Mediterranean cultures have been eating in a similar way for hundreds of years and in the Middle Ages, their diet began to spread outside of their culture and more cultures began following their eating style. 

While many people in the Mediterranean still include fish in their diets, their heavily plant-based dietary tradition has influenced the modern-day vegan diet.

India

People in India consume only 4.4 kilograms of meat per person per year. To put that in perspective, the average American consumes over 315 kilograms of meat per year.

Following a vegetarian or vegan diet is incredibly popular in India because the major religions in the country follow the principle of Ahimsa, which states “that the only way to save one’s own soul is to protect every other soul.”

Treating animals ethically and not eating them is an important part of Indian culture.  90% of Indians surveyed state they eat vegetables on a daily basis while only 6% said the same about meat. 

Eating a vegan diet is generally linked to being healthier, but that isn’t the case in India. 

India is suffering an obesity epidemic even amongst its plant-based population.

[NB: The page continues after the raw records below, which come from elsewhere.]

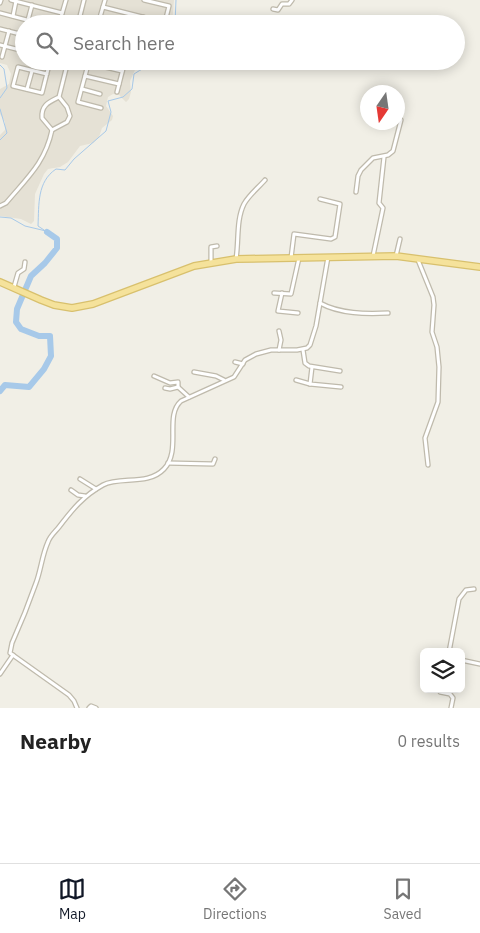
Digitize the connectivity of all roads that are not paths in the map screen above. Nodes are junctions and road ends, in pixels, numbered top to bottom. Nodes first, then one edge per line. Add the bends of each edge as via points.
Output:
1 (11, 0) edge
2 (66, 0) edge
3 (84, 0) edge
4 (104, 0) edge
5 (144, 0) edge
6 (292, 0) edge
7 (16, 1) junction
8 (32, 5) junction
9 (103, 7) junction
10 (273, 10) dead end
11 (0, 13) edge
12 (62, 13) joint
13 (29, 15) edge
14 (80, 15) edge
15 (101, 15) edge
16 (135, 15) edge
17 (167, 15) edge
18 (12, 16) junction
19 (15, 17) edge
20 (0, 29) edge
21 (9, 31) junction
22 (15, 33) edge
23 (0, 46) edge
24 (5, 47) junction
25 (15, 49) edge
26 (2, 57) dead end
27 (17, 70) edge
28 (32, 70) joint
29 (48, 70) edge
30 (66, 70) edge
31 (87, 70) edge
32 (118, 70) edge
33 (122, 71) joint
34 (47, 74) junction
35 (85, 76) junction
36 (119, 84) junction
37 (28, 89) junction
38 (82, 89) junction
39 (117, 92) dead end
40 (100, 94) dead end
41 (59, 97) junction
42 (102, 108) dead end
43 (52, 130) junction
44 (399, 130) edge
45 (384, 157) junction
46 (265, 180) dead end
47 (356, 192) dead end
48 (320, 199) dead end
49 (0, 206) edge
50 (400, 239) dead end
51 (217, 246) dead end
52 (396, 256) junction
53 (328, 257) junction
54 (291, 258) junction
55 (300, 258) junction
56 (372, 258) junction
57 (417, 258) junction
58 (236, 259) junction
59 (24, 262) dead end
60 (211, 263) junction
61 (480, 267) edge
62 (0, 282) edge
63 (16, 288) junction
64 (274, 293) dead end
65 (282, 293) junction
66 (320, 303) junction
67 (298, 313) dead end
68 (388, 313) dead end
69 (279, 331) dead end
70 (279, 350) junction
71 (302, 350) junction
72 (235, 362) dead end
73 (243, 364) junction
74 (312, 368) junction
75 (340, 371) dead end
76 (194, 372) dead end
77 (154, 376) dead end
78 (296, 380) dead end
79 (185, 381) dead end
80 (225, 381) junction
81 (178, 382) junction
82 (310, 384) junction
83 (178, 387) junction
84 (165, 388) dead end
85 (340, 388) dead end
86 (189, 397) junction
87 (215, 460) dead end
88 (168, 462) junction
89 (428, 465) dead end
90 (80, 479) dead end
91 (96, 489) junction
92 (71, 490) dead end
93 (85, 496) junction
94 (474, 589) dead end
95 (450, 648) edge
96 (13, 656) junction
97 (465, 661) edge
98 (480, 664) edge
99 (0, 674) edge
100 (445, 693) edge
101 (77, 708) edge
102 (89, 708) edge
103 (96, 708) edge
104 (451, 708) edge

1 - 7 street
2 - 12 street
3 - 14 street
4 - 9 street
5 - 17 street via 169,6
6 - 10 street
7 - 8 street
7 - 18 street
8 - 12 street
8 - 13 street
9 - 15 street
9 - 16 street
11 - 18 street
18 - 19 street
20 - 21 street
21 - 22 street
21 - 24 street
23 - 24 street
24 - 25 street
24 - 26 street
27 - 37 street via 13,86
28 - 34 street
28 - 37 street
29 - 34 street
30 - 41 street
31 - 35 street
32 - 33 street
33 - 36 street
34 - 37 street via 42,93
35 - 36 street
35 - 38 street
36 - 39 street
38 - 40 street
38 - 42 street via 78,102
41 - 43 street via 43,108 42,118
41 - 43 street via 70,116 67,122
43 - 49 street via 47,150 38,164
44 - 45 street via 394,149
45 - 47 street via 373,158 361,170
45 - 56 street via 379,202 384,208
46 - 58 street via 244,204
48 - 54 street via 340,204 335,237 294,234
50 - 52 street
51 - 60 street via 211,247
52 - 56 main road
52 - 57 main road
53 - 55 main road
53 - 56 main road
53 - 66 street
54 - 55 main road
54 - 58 main road
55 - 65 street via 291,294
57 - 61 main road
57 - 89 street via 433,297 432,332 439,367 438,402 425,438
58 - 60 main road
59 - 63 street
60 - 63 main road via 72,308 54,305
62 - 63 main road
64 - 65 street
65 - 67 street via 278,311
66 - 68 street via 349,312
66 - 71 street via 310,345
69 - 70 street
70 - 71 street
70 - 73 street via 252,356
71 - 74 street via 305,363
72 - 73 street
73 - 80 street via 234,377
74 - 75 street
74 - 82 street
76 - 80 street
77 - 81 street via 170,383
78 - 82 street
79 - 81 street
80 - 86 street
81 - 83 street
82 - 85 street
83 - 84 street
83 - 86 street
86 - 88 street via 174,410 173,442
87 - 88 street via 213,464
88 - 91 street via 164,470 155,475 131,481 110,481
90 - 91 street
91 - 93 street
92 - 93 street
93 - 96 street via 48,542 37,582 10,647
94 - 95 street via 466,590 459,598
96 - 99 street
96 - 101 street via 69,695
97 - 98 street
100 - 104 street via 453,698
102 - 103 street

Many foods in India (including plant-based food) is fried and contain heavy sauces, so it is easy for planted-based eaters in India to gain weight following a traditional diet.

China

China isn’t the first country you think of when you hear the word vegan, but plant-based eating is quickly becoming more and more popular.

The vegan meat market in China is worth approximately 910 million USD, and the demand for plant-based meat is increasing by over 14% year-on-year. 

Currently, China represents one quarter of the global demand for plant-based meat.

Westernized Chinese food consists of a lot of meat; however, a traditional Chinese diet consist more of vegetables, rice, and soybeans than it does meat. 

Over 50 million people in China follow a strict vegetarian diet with the health benefits that come with eating plant-based cited as the most popular reason to remove meat from their diet. 

The move towards more plant-based food isn’t only on a personal level in China.  The government introduced a plan to cut the country’s meat consumption by 50% by 2030 to reduce the obesity and diabetes problems affecting Chinese citizens. 

Meeting this goal would reduce the amount of meat eaten by Chinese people to the same levels that were seen in 1982 before Westernized fast food was introduced to the country.